-- Opening Marker --
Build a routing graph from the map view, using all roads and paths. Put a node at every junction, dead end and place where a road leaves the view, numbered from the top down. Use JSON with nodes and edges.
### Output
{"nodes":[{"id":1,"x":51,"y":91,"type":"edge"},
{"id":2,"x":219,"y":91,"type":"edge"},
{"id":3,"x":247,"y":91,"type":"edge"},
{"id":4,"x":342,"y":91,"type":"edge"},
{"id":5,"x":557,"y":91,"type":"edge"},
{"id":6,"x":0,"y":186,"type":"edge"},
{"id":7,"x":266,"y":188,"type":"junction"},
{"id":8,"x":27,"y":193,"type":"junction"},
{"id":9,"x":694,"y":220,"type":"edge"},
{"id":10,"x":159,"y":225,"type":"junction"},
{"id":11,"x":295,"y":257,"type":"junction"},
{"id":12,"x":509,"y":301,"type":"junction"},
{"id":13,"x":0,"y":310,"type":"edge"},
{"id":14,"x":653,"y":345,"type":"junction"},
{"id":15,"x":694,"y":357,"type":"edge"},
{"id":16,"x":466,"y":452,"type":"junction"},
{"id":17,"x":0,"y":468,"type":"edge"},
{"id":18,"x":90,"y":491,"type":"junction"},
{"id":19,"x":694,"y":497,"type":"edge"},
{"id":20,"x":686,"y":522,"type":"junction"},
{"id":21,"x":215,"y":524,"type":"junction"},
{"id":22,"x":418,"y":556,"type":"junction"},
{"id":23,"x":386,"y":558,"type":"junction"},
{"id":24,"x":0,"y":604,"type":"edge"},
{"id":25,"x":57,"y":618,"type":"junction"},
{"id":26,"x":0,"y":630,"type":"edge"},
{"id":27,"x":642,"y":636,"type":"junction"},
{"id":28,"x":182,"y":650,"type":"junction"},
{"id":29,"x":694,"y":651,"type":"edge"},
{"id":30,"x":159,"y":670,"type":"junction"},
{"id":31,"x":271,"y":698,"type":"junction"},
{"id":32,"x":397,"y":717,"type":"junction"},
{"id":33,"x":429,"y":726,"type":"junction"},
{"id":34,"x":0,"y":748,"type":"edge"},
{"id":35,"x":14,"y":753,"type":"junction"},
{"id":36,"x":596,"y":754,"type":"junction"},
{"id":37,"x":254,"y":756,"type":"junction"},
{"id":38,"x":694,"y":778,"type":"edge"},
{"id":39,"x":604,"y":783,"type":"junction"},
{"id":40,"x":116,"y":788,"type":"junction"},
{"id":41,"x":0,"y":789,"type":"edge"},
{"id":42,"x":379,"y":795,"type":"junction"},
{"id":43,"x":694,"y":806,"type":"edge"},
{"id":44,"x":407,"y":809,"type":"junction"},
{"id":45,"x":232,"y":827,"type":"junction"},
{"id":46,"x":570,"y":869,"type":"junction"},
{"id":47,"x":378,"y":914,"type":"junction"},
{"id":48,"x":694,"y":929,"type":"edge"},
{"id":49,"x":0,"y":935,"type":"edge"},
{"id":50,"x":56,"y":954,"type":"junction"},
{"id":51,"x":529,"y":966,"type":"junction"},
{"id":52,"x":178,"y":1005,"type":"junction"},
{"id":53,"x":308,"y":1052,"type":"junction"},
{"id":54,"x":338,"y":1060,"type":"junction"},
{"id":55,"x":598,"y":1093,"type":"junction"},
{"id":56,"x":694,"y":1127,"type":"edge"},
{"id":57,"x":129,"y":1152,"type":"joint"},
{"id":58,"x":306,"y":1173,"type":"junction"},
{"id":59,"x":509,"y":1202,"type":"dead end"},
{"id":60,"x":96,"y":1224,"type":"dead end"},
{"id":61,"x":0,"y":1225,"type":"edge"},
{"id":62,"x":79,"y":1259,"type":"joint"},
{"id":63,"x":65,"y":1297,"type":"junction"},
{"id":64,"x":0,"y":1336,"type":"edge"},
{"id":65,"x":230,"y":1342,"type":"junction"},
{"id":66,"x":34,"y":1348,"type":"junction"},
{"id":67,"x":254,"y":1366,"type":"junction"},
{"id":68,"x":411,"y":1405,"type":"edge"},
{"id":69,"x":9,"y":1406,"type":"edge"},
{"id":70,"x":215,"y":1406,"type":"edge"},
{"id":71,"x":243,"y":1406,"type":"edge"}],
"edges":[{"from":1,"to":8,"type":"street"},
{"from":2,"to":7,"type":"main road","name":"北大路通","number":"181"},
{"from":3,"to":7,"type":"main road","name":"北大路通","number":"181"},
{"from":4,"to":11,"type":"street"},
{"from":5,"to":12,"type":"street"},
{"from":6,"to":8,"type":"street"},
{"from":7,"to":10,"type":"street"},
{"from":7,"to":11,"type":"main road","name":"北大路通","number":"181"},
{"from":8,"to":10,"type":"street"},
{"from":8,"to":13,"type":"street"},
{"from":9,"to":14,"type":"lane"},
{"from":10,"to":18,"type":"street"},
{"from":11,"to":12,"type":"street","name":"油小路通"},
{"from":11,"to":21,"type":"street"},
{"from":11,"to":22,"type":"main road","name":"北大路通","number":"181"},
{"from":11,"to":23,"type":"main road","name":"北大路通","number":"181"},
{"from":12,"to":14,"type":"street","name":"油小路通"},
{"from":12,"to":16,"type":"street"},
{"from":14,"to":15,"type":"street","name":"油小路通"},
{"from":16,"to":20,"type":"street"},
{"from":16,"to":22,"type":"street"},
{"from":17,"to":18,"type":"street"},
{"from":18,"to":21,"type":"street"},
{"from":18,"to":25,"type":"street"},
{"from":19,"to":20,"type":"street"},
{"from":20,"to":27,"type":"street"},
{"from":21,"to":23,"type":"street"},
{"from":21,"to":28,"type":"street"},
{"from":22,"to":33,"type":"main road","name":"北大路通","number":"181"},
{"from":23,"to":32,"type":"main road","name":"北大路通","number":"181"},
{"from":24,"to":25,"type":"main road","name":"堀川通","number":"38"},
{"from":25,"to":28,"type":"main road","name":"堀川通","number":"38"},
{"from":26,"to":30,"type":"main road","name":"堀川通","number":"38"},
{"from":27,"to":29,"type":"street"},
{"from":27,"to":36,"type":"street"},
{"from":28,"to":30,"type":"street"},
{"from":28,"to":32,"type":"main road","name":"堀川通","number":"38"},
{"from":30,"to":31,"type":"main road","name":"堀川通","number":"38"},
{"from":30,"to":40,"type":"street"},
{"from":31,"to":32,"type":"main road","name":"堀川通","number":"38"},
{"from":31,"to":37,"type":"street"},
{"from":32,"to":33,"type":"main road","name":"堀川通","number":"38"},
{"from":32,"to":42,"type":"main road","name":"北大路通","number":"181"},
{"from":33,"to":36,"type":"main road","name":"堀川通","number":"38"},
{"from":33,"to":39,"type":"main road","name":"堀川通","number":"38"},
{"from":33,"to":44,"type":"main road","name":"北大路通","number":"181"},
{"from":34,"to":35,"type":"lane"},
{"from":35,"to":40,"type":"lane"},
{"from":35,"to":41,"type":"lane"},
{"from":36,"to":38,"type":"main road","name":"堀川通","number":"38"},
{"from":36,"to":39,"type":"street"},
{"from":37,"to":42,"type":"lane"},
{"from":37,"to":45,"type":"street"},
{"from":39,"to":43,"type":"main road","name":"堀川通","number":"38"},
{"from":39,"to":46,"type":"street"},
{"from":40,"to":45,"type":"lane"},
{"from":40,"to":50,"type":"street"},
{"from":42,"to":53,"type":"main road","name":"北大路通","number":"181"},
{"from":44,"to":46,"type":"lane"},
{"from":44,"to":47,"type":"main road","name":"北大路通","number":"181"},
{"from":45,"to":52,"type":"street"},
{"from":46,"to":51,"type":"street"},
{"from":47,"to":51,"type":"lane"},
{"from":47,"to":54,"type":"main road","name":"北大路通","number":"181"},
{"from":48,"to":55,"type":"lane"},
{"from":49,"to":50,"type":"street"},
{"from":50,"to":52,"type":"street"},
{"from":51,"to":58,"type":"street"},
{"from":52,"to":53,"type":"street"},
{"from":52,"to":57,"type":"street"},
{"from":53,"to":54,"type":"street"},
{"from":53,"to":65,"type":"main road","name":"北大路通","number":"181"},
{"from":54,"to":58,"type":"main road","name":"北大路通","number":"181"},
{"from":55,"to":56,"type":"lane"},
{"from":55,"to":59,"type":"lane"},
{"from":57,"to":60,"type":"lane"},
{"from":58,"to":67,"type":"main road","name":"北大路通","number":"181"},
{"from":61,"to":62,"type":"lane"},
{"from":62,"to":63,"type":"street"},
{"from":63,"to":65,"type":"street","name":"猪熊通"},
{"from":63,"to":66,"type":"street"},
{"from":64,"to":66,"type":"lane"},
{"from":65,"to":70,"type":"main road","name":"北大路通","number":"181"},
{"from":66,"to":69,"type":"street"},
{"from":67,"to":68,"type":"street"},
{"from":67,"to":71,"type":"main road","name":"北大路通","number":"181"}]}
-- Closing Marker --
Wherever the string "nodes" appears in the entries above, return the line it appears on.

• [EXERCISE RESULT]
Build a routing graph from the map view, using all roads and paths. Put a node at every junction, dead end and place where a road leaves the view, numbered from the top down. Use JSON with nodes and edges.
{"nodes":[{"id":1,"x":51,"y":91,"type":"edge"},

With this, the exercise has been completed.